### What this task involves:
When a line of the material has the word "dead" in it, copy that line.

Segment Start: Data for analysis

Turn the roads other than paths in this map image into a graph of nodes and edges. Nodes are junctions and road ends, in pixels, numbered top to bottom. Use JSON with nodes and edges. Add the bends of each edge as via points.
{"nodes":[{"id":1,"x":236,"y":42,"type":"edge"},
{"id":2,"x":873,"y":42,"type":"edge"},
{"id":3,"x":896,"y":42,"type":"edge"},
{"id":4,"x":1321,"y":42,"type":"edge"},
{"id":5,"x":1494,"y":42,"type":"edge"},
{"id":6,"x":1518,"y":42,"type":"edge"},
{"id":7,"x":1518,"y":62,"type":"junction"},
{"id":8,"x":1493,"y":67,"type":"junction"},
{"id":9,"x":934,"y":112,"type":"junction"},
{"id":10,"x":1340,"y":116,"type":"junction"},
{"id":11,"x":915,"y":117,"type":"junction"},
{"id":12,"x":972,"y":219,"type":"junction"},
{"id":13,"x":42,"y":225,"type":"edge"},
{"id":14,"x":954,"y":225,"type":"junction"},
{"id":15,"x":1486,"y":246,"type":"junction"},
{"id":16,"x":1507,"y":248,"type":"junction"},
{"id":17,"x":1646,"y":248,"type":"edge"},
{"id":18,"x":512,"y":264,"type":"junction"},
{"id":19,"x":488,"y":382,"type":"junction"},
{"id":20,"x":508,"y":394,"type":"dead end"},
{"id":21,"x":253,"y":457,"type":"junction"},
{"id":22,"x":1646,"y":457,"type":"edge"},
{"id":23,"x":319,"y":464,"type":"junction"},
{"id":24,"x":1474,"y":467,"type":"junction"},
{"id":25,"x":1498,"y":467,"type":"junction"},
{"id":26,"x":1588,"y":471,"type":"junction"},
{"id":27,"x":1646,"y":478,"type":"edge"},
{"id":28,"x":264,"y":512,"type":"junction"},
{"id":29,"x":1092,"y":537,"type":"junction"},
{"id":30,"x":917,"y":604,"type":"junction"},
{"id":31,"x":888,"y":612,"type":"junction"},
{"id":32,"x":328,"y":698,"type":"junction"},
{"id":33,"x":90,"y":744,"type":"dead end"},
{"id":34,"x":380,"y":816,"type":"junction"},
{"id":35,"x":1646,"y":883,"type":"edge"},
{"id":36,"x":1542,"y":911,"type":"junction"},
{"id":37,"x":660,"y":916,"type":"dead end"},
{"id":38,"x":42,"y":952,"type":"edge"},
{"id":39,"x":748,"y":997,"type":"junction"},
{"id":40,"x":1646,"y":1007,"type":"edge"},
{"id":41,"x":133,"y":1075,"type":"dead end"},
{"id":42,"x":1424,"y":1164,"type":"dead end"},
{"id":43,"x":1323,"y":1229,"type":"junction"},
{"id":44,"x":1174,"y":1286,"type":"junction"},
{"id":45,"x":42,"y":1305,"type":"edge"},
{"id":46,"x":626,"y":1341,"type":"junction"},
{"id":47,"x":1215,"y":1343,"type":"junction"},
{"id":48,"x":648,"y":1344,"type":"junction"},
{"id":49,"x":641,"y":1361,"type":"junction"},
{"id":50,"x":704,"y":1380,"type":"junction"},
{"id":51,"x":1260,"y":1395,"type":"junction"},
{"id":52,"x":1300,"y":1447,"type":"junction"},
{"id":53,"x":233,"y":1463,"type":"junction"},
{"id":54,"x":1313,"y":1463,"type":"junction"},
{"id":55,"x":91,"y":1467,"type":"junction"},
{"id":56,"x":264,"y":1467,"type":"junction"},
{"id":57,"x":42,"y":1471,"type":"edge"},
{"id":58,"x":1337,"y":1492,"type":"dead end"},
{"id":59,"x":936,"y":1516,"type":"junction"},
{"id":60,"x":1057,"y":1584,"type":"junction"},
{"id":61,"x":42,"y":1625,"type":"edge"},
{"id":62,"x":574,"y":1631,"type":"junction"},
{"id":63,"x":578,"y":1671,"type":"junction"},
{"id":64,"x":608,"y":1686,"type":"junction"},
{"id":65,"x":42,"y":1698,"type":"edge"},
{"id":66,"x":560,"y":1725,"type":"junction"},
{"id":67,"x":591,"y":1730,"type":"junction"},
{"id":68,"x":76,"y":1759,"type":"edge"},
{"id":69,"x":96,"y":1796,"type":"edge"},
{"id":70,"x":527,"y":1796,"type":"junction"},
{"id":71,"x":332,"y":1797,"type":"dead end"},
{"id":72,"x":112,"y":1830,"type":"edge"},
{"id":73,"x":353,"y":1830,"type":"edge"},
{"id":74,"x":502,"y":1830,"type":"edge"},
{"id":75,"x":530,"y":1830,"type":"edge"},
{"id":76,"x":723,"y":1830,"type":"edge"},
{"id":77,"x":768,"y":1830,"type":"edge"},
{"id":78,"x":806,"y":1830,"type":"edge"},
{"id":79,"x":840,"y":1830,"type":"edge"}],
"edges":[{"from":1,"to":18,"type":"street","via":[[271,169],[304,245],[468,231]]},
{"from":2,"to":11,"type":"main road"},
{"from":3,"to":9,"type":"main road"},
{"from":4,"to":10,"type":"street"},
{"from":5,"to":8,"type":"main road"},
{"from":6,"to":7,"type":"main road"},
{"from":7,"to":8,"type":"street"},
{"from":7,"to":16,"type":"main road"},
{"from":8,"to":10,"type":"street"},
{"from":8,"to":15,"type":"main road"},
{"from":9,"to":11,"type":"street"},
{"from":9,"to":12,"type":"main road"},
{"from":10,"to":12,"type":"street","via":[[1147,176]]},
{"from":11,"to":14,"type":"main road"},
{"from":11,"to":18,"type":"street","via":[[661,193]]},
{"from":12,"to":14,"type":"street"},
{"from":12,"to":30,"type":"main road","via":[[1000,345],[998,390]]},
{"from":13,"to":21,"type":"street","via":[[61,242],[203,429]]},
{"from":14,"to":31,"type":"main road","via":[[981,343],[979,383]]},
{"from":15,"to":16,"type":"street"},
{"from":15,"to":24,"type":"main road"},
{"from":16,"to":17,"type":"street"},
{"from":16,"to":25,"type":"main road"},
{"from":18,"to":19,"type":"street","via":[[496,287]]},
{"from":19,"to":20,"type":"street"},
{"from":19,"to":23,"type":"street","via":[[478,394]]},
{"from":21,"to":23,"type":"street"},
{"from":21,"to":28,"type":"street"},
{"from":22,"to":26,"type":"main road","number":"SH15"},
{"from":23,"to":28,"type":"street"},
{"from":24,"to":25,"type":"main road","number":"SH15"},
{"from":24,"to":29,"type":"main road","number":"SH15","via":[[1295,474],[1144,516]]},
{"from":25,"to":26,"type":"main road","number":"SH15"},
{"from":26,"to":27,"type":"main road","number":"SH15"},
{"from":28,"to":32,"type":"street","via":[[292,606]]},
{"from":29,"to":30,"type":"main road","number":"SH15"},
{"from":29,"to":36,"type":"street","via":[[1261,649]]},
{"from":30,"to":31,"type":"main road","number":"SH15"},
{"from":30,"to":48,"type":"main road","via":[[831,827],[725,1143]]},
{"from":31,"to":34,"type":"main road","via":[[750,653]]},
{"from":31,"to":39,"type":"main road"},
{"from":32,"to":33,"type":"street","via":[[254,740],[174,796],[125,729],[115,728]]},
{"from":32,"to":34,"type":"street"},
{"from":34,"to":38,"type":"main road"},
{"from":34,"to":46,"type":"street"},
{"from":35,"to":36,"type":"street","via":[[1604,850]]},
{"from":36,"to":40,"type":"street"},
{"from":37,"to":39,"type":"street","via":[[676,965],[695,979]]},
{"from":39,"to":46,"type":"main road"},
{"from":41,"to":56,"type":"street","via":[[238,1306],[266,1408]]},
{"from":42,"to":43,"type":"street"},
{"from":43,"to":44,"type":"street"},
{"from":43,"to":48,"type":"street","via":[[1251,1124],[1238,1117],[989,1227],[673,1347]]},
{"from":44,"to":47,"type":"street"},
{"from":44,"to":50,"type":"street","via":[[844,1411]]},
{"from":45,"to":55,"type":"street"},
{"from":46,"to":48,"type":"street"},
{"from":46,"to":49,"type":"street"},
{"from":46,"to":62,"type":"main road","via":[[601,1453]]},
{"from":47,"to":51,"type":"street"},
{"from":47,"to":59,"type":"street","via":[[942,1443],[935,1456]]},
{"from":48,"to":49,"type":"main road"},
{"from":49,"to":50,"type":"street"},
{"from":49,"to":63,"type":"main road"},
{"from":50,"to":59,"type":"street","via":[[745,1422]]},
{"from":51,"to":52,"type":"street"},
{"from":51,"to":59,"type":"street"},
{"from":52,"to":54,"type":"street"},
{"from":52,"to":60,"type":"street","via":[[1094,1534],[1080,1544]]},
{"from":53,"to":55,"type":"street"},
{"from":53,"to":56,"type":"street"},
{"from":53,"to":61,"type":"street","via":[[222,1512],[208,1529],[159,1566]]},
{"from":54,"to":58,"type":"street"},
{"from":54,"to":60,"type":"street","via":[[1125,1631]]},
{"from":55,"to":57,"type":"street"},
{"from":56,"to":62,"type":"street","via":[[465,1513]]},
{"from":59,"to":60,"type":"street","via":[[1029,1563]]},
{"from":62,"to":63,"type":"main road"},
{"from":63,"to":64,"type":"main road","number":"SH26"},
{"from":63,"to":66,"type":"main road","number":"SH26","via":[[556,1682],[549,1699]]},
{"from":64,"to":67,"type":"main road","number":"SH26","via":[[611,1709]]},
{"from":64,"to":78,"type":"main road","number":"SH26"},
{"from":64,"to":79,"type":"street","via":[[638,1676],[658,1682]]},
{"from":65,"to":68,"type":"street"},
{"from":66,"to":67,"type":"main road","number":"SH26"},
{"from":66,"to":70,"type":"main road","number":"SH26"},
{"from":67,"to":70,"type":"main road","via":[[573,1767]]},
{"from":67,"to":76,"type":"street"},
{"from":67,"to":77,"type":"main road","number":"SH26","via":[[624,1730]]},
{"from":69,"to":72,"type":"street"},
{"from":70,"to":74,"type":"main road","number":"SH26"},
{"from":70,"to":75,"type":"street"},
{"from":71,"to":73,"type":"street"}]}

Segment End: Data for analysis

### Problem solution:
{"id":20,"x":508,"y":394,"type":"dead end"},
{"id":33,"x":90,"y":744,"type":"dead end"},
{"id":37,"x":660,"y":916,"type":"dead end"},
{"id":41,"x":133,"y":1075,"type":"dead end"},
{"id":42,"x":1424,"y":1164,"type":"dead end"},
{"id":58,"x":1337,"y":1492,"type":"dead end"},
{"id":71,"x":332,"y":1797,"type":"dead end"},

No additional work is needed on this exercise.